:: Provided records
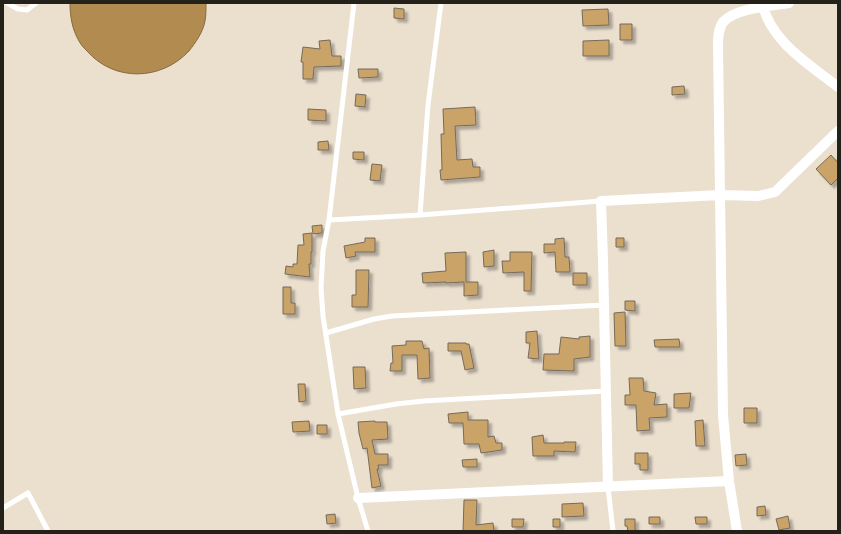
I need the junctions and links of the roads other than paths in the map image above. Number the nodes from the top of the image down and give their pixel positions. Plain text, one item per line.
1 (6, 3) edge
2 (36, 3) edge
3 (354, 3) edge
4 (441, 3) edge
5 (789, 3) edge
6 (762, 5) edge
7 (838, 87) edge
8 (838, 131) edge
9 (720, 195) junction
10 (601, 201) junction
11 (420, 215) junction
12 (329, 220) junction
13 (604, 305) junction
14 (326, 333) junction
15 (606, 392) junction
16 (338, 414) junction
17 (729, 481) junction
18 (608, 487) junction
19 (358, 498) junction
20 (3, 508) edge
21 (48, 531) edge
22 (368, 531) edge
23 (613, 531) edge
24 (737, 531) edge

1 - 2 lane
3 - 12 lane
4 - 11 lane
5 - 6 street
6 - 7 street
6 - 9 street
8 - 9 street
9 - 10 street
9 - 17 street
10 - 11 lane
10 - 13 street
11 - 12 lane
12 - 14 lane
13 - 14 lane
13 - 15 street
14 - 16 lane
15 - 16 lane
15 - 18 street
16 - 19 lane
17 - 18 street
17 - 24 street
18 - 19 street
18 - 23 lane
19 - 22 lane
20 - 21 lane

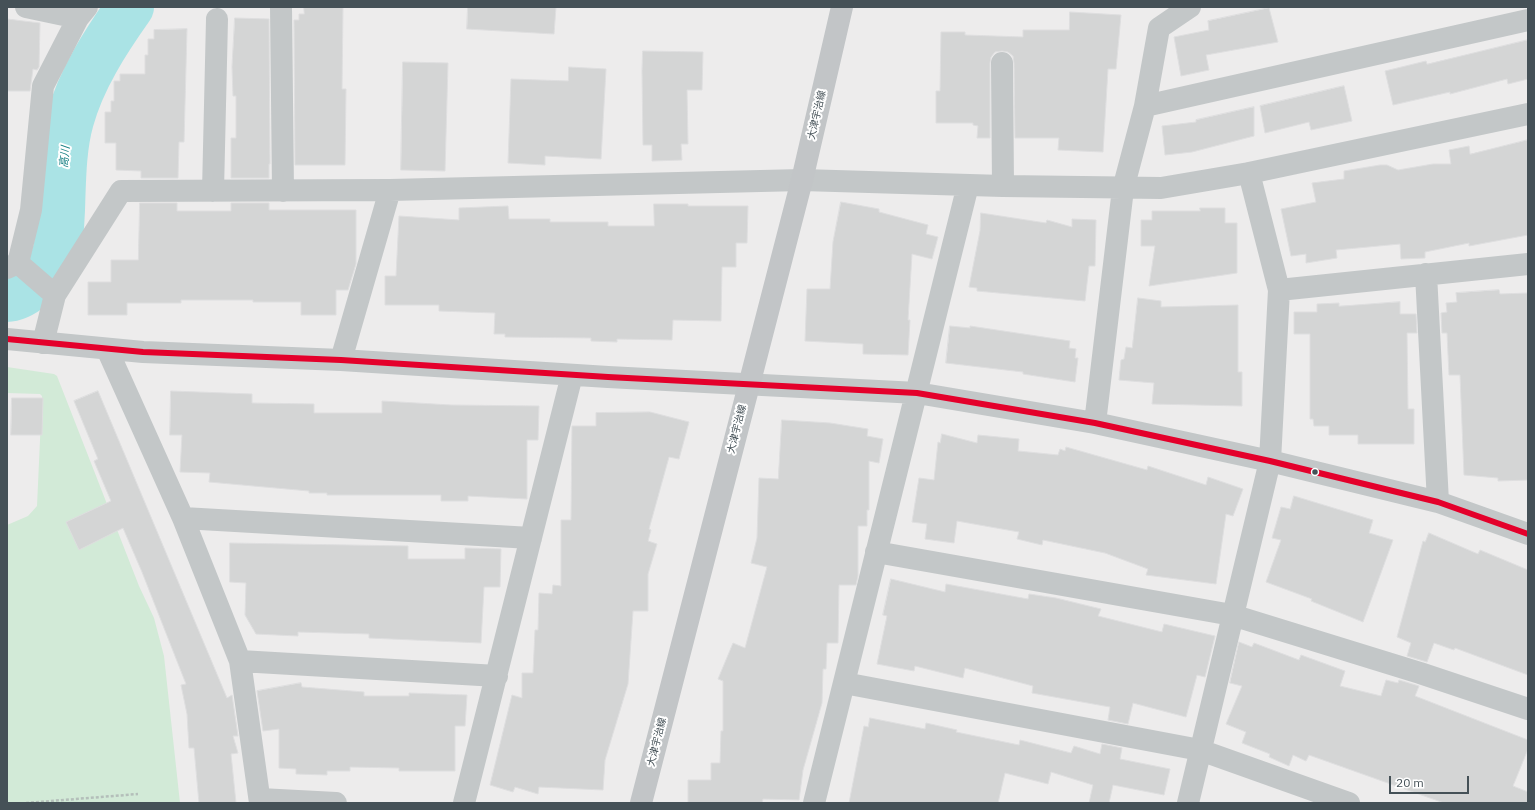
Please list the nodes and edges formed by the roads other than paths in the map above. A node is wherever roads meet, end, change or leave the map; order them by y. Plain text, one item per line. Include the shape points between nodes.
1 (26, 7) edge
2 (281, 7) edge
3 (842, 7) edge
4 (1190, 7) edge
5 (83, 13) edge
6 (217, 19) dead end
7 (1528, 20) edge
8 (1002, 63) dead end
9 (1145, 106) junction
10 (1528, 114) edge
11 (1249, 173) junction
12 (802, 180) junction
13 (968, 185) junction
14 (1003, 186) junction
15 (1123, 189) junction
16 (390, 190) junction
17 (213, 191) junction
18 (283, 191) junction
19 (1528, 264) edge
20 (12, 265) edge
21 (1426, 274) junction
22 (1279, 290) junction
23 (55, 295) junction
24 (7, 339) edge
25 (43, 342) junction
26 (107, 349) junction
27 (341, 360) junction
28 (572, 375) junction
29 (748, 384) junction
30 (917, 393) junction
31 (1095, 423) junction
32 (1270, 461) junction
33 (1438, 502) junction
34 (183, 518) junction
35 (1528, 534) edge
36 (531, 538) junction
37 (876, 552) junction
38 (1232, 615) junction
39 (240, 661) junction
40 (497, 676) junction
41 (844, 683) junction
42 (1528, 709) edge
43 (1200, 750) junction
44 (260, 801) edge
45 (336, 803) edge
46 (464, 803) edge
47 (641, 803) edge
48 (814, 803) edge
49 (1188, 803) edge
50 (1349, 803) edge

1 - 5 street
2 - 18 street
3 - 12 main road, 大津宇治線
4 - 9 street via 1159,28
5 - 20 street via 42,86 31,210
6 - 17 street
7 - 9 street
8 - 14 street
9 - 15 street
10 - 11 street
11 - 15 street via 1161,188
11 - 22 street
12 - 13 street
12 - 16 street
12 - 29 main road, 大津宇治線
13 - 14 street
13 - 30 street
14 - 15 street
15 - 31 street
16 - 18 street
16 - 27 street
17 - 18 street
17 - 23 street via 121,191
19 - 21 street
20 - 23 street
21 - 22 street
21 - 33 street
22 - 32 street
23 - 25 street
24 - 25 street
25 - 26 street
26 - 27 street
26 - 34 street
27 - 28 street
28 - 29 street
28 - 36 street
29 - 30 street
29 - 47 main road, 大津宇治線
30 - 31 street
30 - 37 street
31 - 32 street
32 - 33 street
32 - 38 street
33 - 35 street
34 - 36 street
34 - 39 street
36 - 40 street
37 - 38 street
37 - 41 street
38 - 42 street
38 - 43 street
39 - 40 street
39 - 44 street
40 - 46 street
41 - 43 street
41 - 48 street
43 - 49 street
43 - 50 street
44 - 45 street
::::
◆ What to do:
Only the pictures should be left out; write out everything else in the records exactly.

◆ Result of the task:
I need the junctions and links of the roads other than paths in the map image above. Number the nodes from the top of the image down and give their pixel positions. Plain text, one item per line.
1 (6, 3) edge
2 (36, 3) edge
3 (354, 3) edge
4 (441, 3) edge
5 (789, 3) edge
6 (762, 5) edge
7 (838, 87) edge
8 (838, 131) edge
9 (720, 195) junction
10 (601, 201) junction
11 (420, 215) junction
12 (329, 220) junction
13 (604, 305) junction
14 (326, 333) junction
15 (606, 392) junction
16 (338, 414) junction
17 (729, 481) junction
18 (608, 487) junction
19 (358, 498) junction
20 (3, 508) edge
21 (48, 531) edge
22 (368, 531) edge
23 (613, 531) edge
24 (737, 531) edge

1 - 2 lane
3 - 12 lane
4 - 11 lane
5 - 6 street
6 - 7 street
6 - 9 street
8 - 9 street
9 - 10 street
9 - 17 street
10 - 11 lane
10 - 13 street
11 - 12 lane
12 - 14 lane
13 - 14 lane
13 - 15 street
14 - 16 lane
15 - 16 lane
15 - 18 street
16 - 19 lane
17 - 18 street
17 - 24 street
18 - 19 street
18 - 23 lane
19 - 22 lane
20 - 21 lane

Please list the nodes and edges formed by the roads other than paths in the map above. A node is wherever roads meet, end, change or leave the map; order them by y. Plain text, one item per line. Include the shape points between nodes.
1 (26, 7) edge
2 (281, 7) edge
3 (842, 7) edge
4 (1190, 7) edge
5 (83, 13) edge
6 (217, 19) dead end
7 (1528, 20) edge
8 (1002, 63) dead end
9 (1145, 106) junction
10 (1528, 114) edge
11 (1249, 173) junction
12 (802, 180) junction
13 (968, 185) junction
14 (1003, 186) junction
15 (1123, 189) junction
16 (390, 190) junction
17 (213, 191) junction
18 (283, 191) junction
19 (1528, 264) edge
20 (12, 265) edge
21 (1426, 274) junction
22 (1279, 290) junction
23 (55, 295) junction
24 (7, 339) edge
25 (43, 342) junction
26 (107, 349) junction
27 (341, 360) junction
28 (572, 375) junction
29 (748, 384) junction
30 (917, 393) junction
31 (1095, 423) junction
32 (1270, 461) junction
33 (1438, 502) junction
34 (183, 518) junction
35 (1528, 534) edge
36 (531, 538) junction
37 (876, 552) junction
38 (1232, 615) junction
39 (240, 661) junction
40 (497, 676) junction
41 (844, 683) junction
42 (1528, 709) edge
43 (1200, 750) junction
44 (260, 801) edge
45 (336, 803) edge
46 (464, 803) edge
47 (641, 803) edge
48 (814, 803) edge
49 (1188, 803) edge
50 (1349, 803) edge

1 - 5 street
2 - 18 street
3 - 12 main road, 大津宇治線
4 - 9 street via 1159,28
5 - 20 street via 42,86 31,210
6 - 17 street
7 - 9 street
8 - 14 street
9 - 15 street
10 - 11 street
11 - 15 street via 1161,188
11 - 22 street
12 - 13 street
12 - 16 street
12 - 29 main road, 大津宇治線
13 - 14 street
13 - 30 street
14 - 15 street
15 - 31 street
16 - 18 street
16 - 27 street
17 - 18 street
17 - 23 street via 121,191
19 - 21 street
20 - 23 street
21 - 22 street
21 - 33 street
22 - 32 street
23 - 25 street
24 - 25 street
25 - 26 street
26 - 27 street
26 - 34 street
27 - 28 street
28 - 29 street
28 - 36 street
29 - 30 street
29 - 47 main road, 大津宇治線
30 - 31 street
30 - 37 street
31 - 32 street
32 - 33 street
32 - 38 street
33 - 35 street
34 - 36 street
34 - 39 street
36 - 40 street
37 - 38 street
37 - 41 street
38 - 42 street
38 - 43 street
39 - 40 street
39 - 44 street
40 - 46 street
41 - 43 street
41 - 48 street
43 - 49 street
43 - 50 street
44 - 45 street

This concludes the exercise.